The Pakistani government thus finds itself in an impossible position. It cannot publically support the strikes, as to do so would be putting a stamp of approval on a foreign power killing innocent Pakistani citizens (between 138 and 832, depending on who you ask) with impunity. On the other hand, the threat posed by Islamic fundamentalism is a very real one to Pakistan’s nominally secular and democratic government, and violence has increasingly been spilling down from the tribal hinterland into major cities such as Peshawar and Lahore. This discord over drone strikes, particularly the complete absence of any face-saving option for the Pakistani government, has driven US-Pakistani relations to the brink.

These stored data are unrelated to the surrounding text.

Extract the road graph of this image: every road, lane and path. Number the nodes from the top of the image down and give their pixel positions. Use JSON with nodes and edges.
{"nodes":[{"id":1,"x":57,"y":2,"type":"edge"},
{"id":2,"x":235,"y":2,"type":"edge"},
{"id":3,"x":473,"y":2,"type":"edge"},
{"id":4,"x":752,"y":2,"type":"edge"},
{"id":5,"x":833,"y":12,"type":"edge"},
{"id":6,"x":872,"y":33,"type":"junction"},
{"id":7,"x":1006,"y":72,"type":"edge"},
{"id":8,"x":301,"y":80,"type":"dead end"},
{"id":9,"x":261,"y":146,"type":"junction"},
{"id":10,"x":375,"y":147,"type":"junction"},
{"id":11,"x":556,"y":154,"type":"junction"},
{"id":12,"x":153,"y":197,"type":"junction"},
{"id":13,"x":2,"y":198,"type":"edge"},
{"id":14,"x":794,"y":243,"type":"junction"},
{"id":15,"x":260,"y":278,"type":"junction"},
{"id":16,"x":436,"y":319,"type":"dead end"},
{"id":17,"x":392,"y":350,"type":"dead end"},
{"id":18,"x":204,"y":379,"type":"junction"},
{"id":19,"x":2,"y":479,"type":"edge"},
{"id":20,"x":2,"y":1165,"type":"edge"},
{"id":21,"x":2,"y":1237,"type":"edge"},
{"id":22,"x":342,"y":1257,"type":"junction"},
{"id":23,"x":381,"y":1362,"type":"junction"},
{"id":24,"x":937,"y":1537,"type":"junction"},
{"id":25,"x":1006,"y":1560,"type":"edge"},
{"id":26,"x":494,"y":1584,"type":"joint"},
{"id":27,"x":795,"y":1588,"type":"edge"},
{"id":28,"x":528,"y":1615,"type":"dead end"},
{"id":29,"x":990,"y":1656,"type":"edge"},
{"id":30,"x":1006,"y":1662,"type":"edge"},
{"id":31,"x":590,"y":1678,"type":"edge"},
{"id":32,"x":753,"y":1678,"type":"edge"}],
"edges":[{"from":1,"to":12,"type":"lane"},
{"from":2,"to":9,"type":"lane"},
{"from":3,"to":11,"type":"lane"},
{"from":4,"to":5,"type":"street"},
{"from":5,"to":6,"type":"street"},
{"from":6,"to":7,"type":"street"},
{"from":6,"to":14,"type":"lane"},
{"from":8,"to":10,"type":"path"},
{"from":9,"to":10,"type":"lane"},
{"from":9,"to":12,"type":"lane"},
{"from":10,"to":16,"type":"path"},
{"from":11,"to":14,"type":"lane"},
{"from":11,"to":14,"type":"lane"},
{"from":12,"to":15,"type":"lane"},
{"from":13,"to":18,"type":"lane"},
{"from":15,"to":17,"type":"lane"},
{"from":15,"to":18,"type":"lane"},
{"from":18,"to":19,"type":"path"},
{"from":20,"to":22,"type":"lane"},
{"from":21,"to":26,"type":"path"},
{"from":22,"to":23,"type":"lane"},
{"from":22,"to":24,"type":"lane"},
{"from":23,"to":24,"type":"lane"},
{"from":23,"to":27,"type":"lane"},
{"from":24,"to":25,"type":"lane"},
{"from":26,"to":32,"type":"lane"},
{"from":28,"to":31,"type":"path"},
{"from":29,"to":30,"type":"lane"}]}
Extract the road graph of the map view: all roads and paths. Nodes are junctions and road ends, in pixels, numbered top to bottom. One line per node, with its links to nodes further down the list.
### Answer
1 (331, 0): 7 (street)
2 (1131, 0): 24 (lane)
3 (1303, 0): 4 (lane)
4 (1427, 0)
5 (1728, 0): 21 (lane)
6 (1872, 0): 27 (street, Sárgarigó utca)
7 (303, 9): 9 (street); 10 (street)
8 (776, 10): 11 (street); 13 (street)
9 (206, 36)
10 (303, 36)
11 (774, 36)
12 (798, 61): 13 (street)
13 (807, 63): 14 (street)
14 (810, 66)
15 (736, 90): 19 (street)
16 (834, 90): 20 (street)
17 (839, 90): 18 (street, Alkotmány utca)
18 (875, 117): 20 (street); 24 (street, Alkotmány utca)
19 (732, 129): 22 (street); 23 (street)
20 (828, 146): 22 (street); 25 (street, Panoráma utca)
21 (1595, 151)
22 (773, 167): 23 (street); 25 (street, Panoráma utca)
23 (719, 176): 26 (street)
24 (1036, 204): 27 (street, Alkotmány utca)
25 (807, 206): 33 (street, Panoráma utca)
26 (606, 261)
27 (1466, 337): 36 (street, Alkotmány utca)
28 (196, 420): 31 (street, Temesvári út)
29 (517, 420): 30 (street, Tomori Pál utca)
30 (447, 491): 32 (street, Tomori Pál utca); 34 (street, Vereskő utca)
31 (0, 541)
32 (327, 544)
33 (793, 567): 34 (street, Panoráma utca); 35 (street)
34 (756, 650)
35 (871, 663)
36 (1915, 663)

When a militant is X’d off the US government ‘kill list,’ a list vetted by President Obama himself, another lower-level militant is bumped up or added to fill the space. Given the fact that being branded an enemy combatant in the War on Terror is a fluid, transnational, and seemingly never-ending process, it stands to reason that there will always be someone to add to the list; the pool of potential candidates will never be exhausted. Thus, we may get to the point when US drone strikes are more strategically damaging than they are useful. In fact, we may have already passed that point a long time ago.